### RECORDED INFORMATION
★ ★ ★
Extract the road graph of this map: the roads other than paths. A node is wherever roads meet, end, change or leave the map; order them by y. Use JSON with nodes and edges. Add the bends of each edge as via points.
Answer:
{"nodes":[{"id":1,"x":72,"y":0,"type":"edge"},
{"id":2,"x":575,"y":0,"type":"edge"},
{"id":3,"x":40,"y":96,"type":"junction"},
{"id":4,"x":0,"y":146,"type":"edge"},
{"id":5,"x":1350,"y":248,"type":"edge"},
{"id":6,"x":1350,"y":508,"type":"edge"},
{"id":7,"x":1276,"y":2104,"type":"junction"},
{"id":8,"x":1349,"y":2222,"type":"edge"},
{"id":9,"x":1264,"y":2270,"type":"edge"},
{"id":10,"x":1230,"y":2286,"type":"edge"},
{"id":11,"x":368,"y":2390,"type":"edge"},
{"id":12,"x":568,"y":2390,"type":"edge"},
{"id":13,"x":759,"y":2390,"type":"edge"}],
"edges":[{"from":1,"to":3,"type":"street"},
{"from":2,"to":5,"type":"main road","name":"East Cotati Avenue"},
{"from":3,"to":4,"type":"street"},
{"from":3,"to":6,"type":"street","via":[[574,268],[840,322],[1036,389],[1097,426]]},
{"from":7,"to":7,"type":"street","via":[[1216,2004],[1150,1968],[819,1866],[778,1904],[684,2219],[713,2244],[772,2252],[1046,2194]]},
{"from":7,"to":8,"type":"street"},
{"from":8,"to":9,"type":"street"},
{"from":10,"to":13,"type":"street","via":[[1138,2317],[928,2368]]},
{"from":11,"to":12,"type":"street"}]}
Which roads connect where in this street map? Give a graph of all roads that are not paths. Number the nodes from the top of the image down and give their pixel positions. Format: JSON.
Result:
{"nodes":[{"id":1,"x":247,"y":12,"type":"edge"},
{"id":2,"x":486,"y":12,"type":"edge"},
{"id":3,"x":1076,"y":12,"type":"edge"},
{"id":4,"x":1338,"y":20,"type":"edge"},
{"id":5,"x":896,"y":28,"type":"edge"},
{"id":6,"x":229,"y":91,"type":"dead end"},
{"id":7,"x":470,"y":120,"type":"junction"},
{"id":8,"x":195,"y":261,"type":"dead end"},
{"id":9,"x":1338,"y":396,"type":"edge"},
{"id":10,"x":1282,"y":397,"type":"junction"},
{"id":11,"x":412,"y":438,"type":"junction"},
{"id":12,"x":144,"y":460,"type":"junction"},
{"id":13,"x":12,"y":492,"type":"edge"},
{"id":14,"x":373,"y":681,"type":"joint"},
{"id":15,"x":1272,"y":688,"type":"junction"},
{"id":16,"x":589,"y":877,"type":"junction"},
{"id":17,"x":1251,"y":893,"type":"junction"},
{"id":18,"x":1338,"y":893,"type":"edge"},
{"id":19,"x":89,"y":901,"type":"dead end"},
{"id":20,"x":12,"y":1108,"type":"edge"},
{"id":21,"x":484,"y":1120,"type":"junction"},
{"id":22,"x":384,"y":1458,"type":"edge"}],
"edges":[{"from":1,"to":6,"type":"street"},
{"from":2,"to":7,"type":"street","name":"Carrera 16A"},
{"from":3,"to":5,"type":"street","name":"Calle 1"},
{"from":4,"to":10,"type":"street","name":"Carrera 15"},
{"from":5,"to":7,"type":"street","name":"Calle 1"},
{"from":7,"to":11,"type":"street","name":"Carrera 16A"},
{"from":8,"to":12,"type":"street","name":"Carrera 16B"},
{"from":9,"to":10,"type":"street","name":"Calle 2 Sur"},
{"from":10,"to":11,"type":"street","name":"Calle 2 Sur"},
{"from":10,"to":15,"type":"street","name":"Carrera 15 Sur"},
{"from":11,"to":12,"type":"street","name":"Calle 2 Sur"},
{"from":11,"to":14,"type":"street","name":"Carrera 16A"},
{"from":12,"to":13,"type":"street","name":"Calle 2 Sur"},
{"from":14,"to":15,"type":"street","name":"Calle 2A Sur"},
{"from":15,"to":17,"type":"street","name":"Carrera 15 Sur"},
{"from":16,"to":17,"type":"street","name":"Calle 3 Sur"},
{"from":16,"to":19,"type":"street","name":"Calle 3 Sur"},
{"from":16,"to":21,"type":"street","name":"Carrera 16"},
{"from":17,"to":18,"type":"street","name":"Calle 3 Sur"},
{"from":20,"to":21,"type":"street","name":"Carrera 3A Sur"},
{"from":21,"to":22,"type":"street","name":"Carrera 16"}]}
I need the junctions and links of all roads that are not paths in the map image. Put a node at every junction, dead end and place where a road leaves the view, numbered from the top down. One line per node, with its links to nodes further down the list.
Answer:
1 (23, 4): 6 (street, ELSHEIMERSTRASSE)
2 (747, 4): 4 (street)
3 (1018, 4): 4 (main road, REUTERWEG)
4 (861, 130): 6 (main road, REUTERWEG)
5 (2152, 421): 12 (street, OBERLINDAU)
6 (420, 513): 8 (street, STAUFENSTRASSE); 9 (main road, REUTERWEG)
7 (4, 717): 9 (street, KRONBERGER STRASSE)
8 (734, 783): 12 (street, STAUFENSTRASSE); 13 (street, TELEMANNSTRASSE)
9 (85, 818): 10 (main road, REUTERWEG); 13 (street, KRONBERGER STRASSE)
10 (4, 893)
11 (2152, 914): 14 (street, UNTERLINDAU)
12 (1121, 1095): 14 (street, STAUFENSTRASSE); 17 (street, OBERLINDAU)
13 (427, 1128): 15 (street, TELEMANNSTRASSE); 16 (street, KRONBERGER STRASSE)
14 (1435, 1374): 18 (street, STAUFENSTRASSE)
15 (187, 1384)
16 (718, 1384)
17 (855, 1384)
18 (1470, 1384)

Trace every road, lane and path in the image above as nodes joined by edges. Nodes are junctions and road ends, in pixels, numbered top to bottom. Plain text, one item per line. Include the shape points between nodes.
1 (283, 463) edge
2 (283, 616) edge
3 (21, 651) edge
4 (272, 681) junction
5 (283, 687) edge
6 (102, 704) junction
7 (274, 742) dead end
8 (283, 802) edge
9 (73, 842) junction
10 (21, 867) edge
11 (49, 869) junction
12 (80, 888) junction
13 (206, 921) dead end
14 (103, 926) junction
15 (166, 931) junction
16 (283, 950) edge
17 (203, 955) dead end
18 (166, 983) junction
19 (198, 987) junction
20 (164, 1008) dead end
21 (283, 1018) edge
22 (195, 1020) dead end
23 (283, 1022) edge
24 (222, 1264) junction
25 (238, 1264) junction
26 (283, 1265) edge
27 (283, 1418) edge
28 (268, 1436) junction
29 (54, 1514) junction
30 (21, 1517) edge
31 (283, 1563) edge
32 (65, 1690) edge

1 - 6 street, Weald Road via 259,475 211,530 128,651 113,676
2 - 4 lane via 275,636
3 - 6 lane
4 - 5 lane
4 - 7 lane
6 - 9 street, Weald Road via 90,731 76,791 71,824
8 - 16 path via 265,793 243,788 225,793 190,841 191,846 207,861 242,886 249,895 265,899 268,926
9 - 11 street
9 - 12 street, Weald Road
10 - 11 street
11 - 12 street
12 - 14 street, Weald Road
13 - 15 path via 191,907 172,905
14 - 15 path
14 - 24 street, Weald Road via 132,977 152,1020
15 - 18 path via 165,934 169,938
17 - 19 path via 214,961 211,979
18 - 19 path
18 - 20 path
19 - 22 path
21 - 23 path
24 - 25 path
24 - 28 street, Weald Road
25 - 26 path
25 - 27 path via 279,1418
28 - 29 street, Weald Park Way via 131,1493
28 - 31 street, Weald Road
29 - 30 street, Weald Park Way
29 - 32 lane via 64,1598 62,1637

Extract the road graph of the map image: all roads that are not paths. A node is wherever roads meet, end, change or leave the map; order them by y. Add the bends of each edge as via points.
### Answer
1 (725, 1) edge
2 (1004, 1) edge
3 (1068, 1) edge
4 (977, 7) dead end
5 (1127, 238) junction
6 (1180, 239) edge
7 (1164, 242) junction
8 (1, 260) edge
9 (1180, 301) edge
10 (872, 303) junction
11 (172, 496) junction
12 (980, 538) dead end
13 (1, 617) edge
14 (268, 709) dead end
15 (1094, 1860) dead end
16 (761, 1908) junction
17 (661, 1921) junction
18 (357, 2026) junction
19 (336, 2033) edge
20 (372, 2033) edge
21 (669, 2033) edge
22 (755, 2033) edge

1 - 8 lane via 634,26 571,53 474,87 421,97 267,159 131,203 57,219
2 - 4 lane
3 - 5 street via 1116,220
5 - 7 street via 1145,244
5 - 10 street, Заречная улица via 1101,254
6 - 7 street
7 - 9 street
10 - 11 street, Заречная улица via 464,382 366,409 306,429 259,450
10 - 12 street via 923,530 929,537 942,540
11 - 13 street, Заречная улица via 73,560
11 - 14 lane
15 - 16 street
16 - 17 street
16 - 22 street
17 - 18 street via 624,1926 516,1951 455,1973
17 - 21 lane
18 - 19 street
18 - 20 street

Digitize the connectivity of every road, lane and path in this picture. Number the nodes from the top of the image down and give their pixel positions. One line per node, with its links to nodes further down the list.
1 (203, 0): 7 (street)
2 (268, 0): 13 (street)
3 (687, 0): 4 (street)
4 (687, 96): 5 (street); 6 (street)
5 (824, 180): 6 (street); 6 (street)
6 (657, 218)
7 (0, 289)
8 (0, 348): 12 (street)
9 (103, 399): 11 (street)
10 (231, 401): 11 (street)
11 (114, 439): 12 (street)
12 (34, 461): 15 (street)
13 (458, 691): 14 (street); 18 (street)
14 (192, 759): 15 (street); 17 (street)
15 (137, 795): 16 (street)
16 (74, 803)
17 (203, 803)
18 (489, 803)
★ ★ ★
### TASK DETAILS
Collect the complete line wherever the string "meet" appears in the records.

### FINISHED EXERCISE
Extract the road graph of this map: the roads other than paths. A node is wherever roads meet, end, change or leave the map; order them by y. Use JSON with nodes and edges. Add the bends of each edge as via points.
Extract the road graph of the map image: all roads that are not paths. A node is wherever roads meet, end, change or leave the map; order them by y. Add the bends of each edge as via points.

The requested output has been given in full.